Em 989, sacerdotes cristãos reuniram-se na abadia beneditina de Charroux para procurar uma solução. Se a França devesse sobreviver, alguém precisava apagar as chamas da guerra particular que seguiu a desintegração do forte poder real. Os sacerdotes não tinham nenhum exército, nem dinheiro e nenhum poder político, mas tinham a autoridade para declarar fechadas as portas do céu. E então eles começaram a empunhá-lo.

Eles anunciaram que os não-combatentes – camponeses e clérigos, famílias e agricultores – deveriam estar imunes a estragos da batalha. Qualquer soldado que roubasse uma igreja seria excomungado. Qualquer soldado que roubasse gado dos pobres seria excomungado. Qualquer um que atacasse um sacerdote seria excomungado (desde que o padre não carregasse uma espada ou usando armadura).

Este encontro em Charroux foi o primeiro passo em uma reunião de movimento cristão conhecido como Paz e Trégua de Deus. Ao longo dos próximos 50 anos, dois conselhos da igreja ampliaram as condições da paz e da trégua. Os comerciantes e seus bens juntaram camponeses, clérigos e agricultores como não-combatentes oficiais, imunes ao ataque. Certos dias estavam agora completamente fora dos limites para lutar: sob ameaça de excomunhão, ninguém poderia fazer guerra às sextas-feiras, aos domingos, às ferias da igreja ou a qualquer dos quarenta dias da Quaresma.

Em 1041, Henrique III da Alemanha (que teve seus próprios problemas com disputas aristocratas) decretou que a paz e a trégua seriam observadas na Alemanha de quarta-feira à noite até segunda-feira de manhã de todas as semanas do ano. Então, em 1063, os sacerdotes da cidade de Terouanne, no norte da Alemanha, juntaram outro conjunto de regulamentos para a Paz e a Trégua de Deus. "Estas são as condições que você deve observar durante o tempo da paz, comumente chamado de trégua de Deus", começou o documento. "Durante esses quatro dias e cinco noites, nenhum homem ou mulher deve assaltar, ferir ou matar outro, ou atacar, aproveitar ou destruir um castelo, um burg ou uma vila, por artesanato ou por violência". Além disso, a Paz seria observada durante todos os dias do Advento e da Quaresma, bem como entre as festas da igreja da Ascensão e Pentecostes – um cronograma que quase quase três quartos do ano fora de limites para a luta.
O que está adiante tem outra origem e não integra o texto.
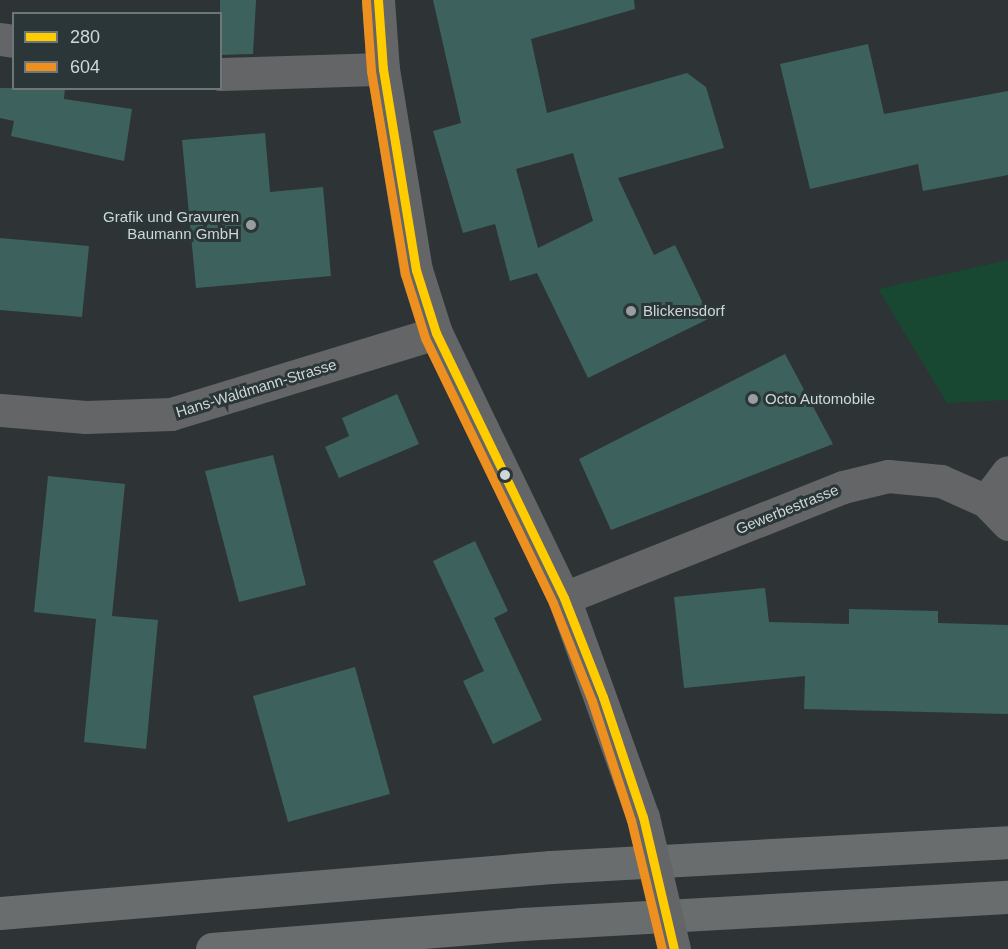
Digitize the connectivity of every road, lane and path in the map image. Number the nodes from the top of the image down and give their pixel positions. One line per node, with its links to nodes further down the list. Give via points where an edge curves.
1 (378, 0): 2 (street)
2 (383, 69): 3 (street); 4 (street, via 416,270)
3 (222, 74)
4 (436, 333): 5 (street, Hans-Waldmann-Strasse, via 171,414 86,417); 8 (street)
5 (0, 410)
6 (1008, 472): 7 (street)
7 (997, 512): 8 (street, Gewerbestrasse, via 941,481 888,476 843,487)
8 (564, 598): 13 (street, bridge, via 643,817)
9 (1008, 842): 11 (highway, via 551,867)
10 (1008, 897): 12 (highway, via 534,924)
11 (0, 913)
12 (212, 949)
13 (674, 949)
O resultado? Pontuações e pontuações de nobres alemães e franceses que estavam absolutamente prejudicando uma luta – e não conseguiram encontrar uma sem arriscar a excomunhão. Então, quando, em novembro de 1095, na cidade francesa de Clermont, Urban II anunciou que era hora de recuperar a Jerusalém, deu a todos os aristocratas que estiveram esfregando sob as restrições da Paz e da Tréza de Deus algo útil para fazer sua energia.

"Que aqueles que se acostumaram injustamente a fazer guerra privada contra os fiéis agora vão contra os infiéis", disse Urban II a sua audiência. "Deixe aqueles que há muito tempo foram assaltantes, agora se tornam cavaleiros. Que aqueles que lutaram contra seus irmãos e parentes agora lutam de maneira adequada contra os bárbaros. … Deixe aqueles que não adiarem a jornada. … Assim que o inverno acabar e a primavera chegar, deixe-os avançar ansiosamente no caminho com Deus como seu guia. "E aqueles que avançaram ansiosamente receberiam a maior recompensa possível:" Todos os que morrem pelo caminho, seja por terra ou pelo mar, ou na batalha contra os pagãos, terá remissão imediata dos pecados ", prometeu Urban.

E então eles foram. Então, assim como hoje, a retórica religiosa trouxe os fins políticos de forma mais eficiente – quando deu uma justificativa a algo que os ouvintes já queriam, por razões inteiramente seculares, fazer.